Damien Brunet, un juge expert en matière de lutte contre le crime organisé, examine plusieurs aspects du projet de loi qui sera prochainement débattu à l’Assemblée nationale.
« Il y a déjà en place des mesures qui empiètent fortement sur la vie privée. Que l’on souhaite aller plus loin est compréhensible, mais il est essentiel de s’assurer de l’existence de garde-fous« , déclare Damien Brunet, magistrat spécialisé dans la lutte contre les organisations criminelles au parquet de Paris, lors d’une discussion le lundi 17 mars concernant la proposition de loi sur la lutte contre le trafic de stupéfiants qui est en cours d’examen à l’Assemblée nationale.
« Nous traversons actuellement une période historique sur le plan politique et juridique.
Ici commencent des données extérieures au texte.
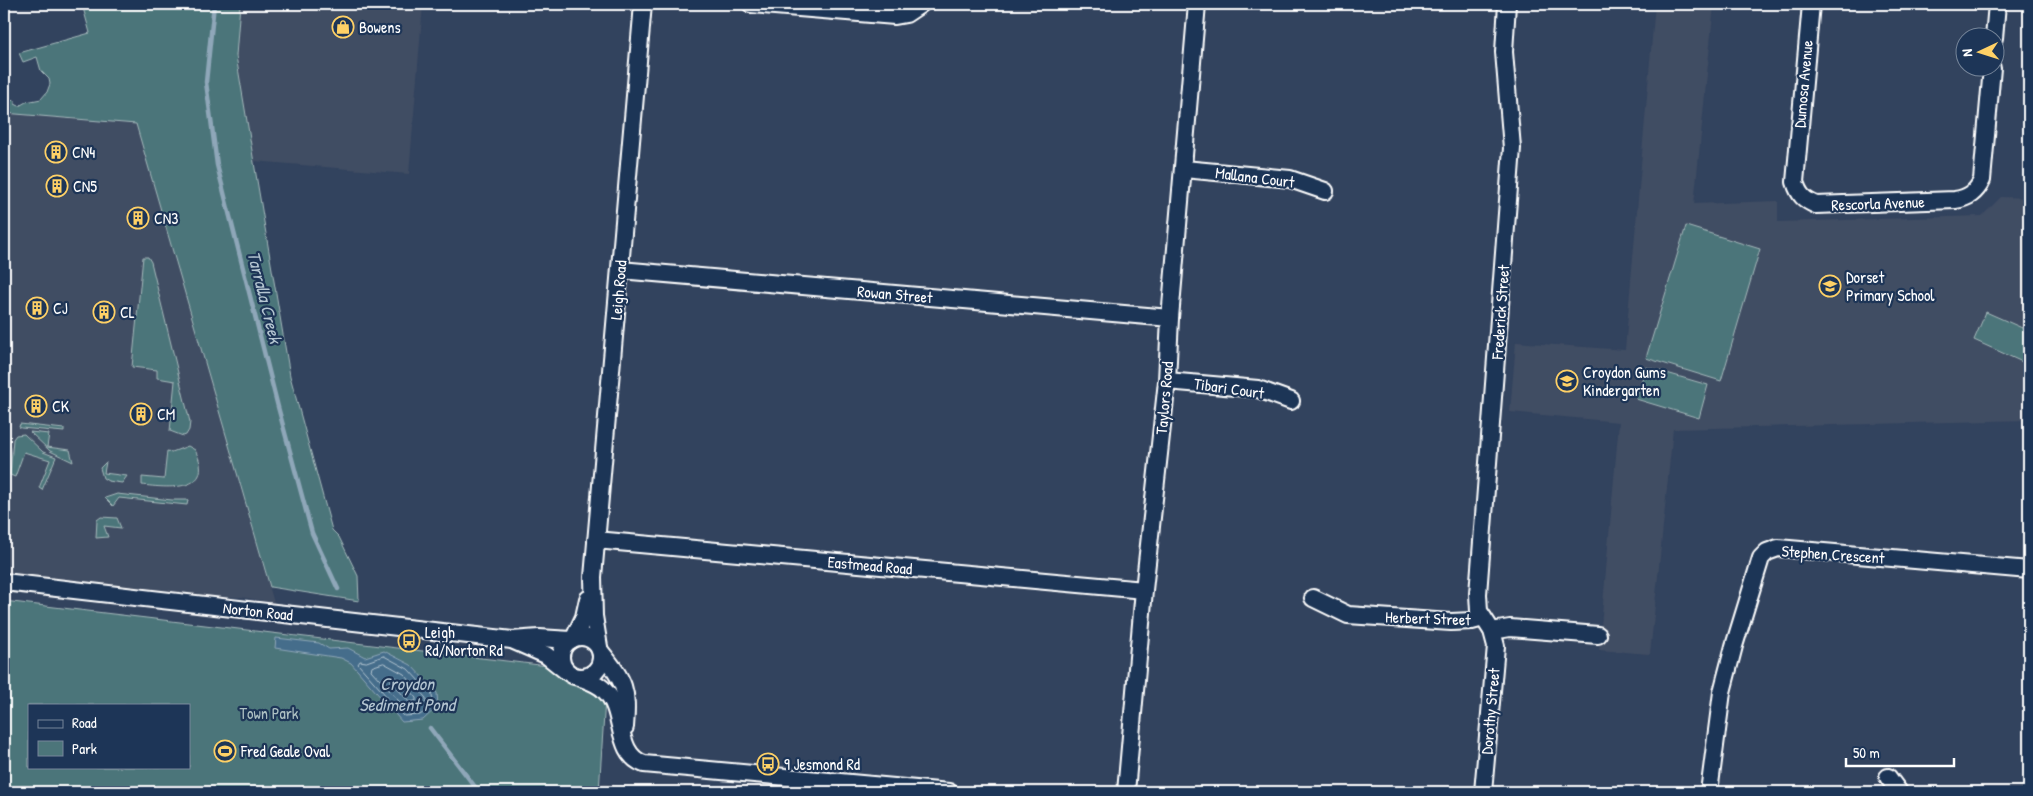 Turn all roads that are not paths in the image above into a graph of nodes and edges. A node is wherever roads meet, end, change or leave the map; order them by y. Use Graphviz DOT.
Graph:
graph roads {
  1 [pos="643,4"];
  2 [pos="751,4"];
  3 [pos="921,4"];
  4 [pos="1197,4"];
  5 [pos="1507,4"];
  6 [pos="1811,4"];
  7 [pos="1997,4"];
  8 [pos="1995,28"];
  9 [pos="1991,78"];
  10 [pos="1796,165"];
  11 [pos="1184,169"];
  12 [pos="1325,191"];
  13 [pos="620,270"];
  14 [pos="1170,318"];
  15 [pos="1167,381"];
  16 [pos="1291,400"];
  17 [pos="596,540"];
  18 [pos="2029,570"];
  19 [pos="593,577"];
  20 [pos="4,582"];
  21 [pos="1144,590"];
  22 [pos="1313,598"];
  23 [pos="1487,625"];
  24 [pos="1598,635"];
  25 [pos="572,639"];
  26 [pos="512,640"];
  27 [pos="600,650"];
  28 [pos="574,674"];
  29 [pos="624,738"];
  30 [pos="1888,777"];
  31 [pos="949,792"];
  32 [pos="1126,792"];
  33 [pos="1483,792"];
  34 [pos="1709,792"];
  35 [pos="1899,792"];
  1 -- 13 [label="street, Leigh Road"];
  2 -- 3 [label="street"];
  4 -- 11 [label="street, Taylors Road"];
  5 -- 23 [label="street, Frederick Street"];
  6 -- 10 [label="street, Dumosa Avenue"];
  7 -- 8 [label="street"];
  9 -- 10 [label="street, Rescorla Avenue"];
  11 -- 12 [label="street, Mallana Court"];
  11 -- 14 [label="street, Taylors Road"];
  13 -- 14 [label="street, Rowan Street"];
  13 -- 17 [label="street, Leigh Road"];
  14 -- 15 [label="street, Taylors Road"];
  15 -- 16 [label="street, Tibari Court"];
  15 -- 21 [label="street, Taylors Road"];
  17 -- 19 [label="street, Leigh Road"];
  17 -- 21 [label="street, Eastmead Road"];
  18 -- 34 [label="street, Stephen Crescent"];
  19 -- 25 [label="street, Leigh Road"];
  19 -- 27 [label="street, Leigh Road"];
  20 -- 26 [label="street, Norton Road"];
  21 -- 32 [label="street, Taylors Road"];
  22 -- 23 [label="street, Herbert Street"];
  23 -- 24 [label="street, Herbert Street"];
  23 -- 33 [label="street, Dorothy Street"];
  25 -- 26 [label="street, Norton Road"];
  25 -- 27 [label="street"];
  25 -- 28 [label="street"];
  26 -- 28 [label="street, Norton Road"];
  27 -- 28 [label="street"];
  27 -- 29 [label="street"];
  28 -- 29 [label="street, Norton Road"];
  29 -- 31 [label="street, Norton Road"];
  30 -- 35 [label="street"];
}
En France, on peut dire que nous n’avons eu qu’une grande législation dédiée à la lutte contre le crime organisé jusqu’à présent, celle de la loi Perben II de 2004, rappelle-t-il. Et puisque ces réformes se présentent environ tous les 20 ans, il est crucial de réaffirmer notre engagement à combattre ces réseaux criminels. Inclure un impératif de renseignement pourrait risquer de brouiller la compréhension du texte. »
Activation distante de téléphones et création d’un fichier spécial…
Bien que certaines dispositions de la proposition de loi aient été rejetées en commission, elles pourraient être réintroduites sous forme d’amendements. Parmi celles-ci, il y a l’autorisation d’activer à distance les téléphones portables et autres appareils électroniques afin d’écouter ou filmer à l’insu des individus surveillés, une pratique déjà utilisée dans les affaires liées au terrorisme. « Nous observons ici un exemple classique d’évolution des technologies employées par les criminels, ce qui appelle des moyens adaptés pour contrer l’exploitation de ces techniques« , explique Damien Brunet. « Toutefois, il convient de noter que nous disposons déjà de dispositifs particulièrement robustes« , ajoute-t-il.
Un autre point de discussion tourne autour de la création d’un « fichier-coffre » par les forces de l’ordre. Ce fichier pourrait restreindre l’accès des avocats aux informations les plus confidentielles de l’enquête, empêchant ainsi les trafiquants de découvrir comment ils ont été surveillés (que ce soit par saisie de données, écoute téléphonique, infiltration informatique, utilisation de micros espions ou géolocalisation…). « Ce dispositif est déjà en usage pour les témoins protégés par l’anonymat« , note le magistrat qui craint que l’application généralisée de cette mesure pourrait affaiblir certaines preuves.
Le juge met également en lumière « une incohérence juridique« , soulignant que « certaines techniques n’entrent pas dans le cadre du fichier-coffre, notamment l’infiltration et la repentance« . « Pourtant, ce sont ces approches qui posent le plus grand risque aux personnes impliquées, que ce soit l’agent infiltré ou l’ex-criminel repenti. L’idée qu’elles ne soient pas incluses dans le fichier soulève des questions« , poursuit-il. « Ce dispositif qui suscite de nombreuses réactions pourrait finalement être abandonné« , conclut-il.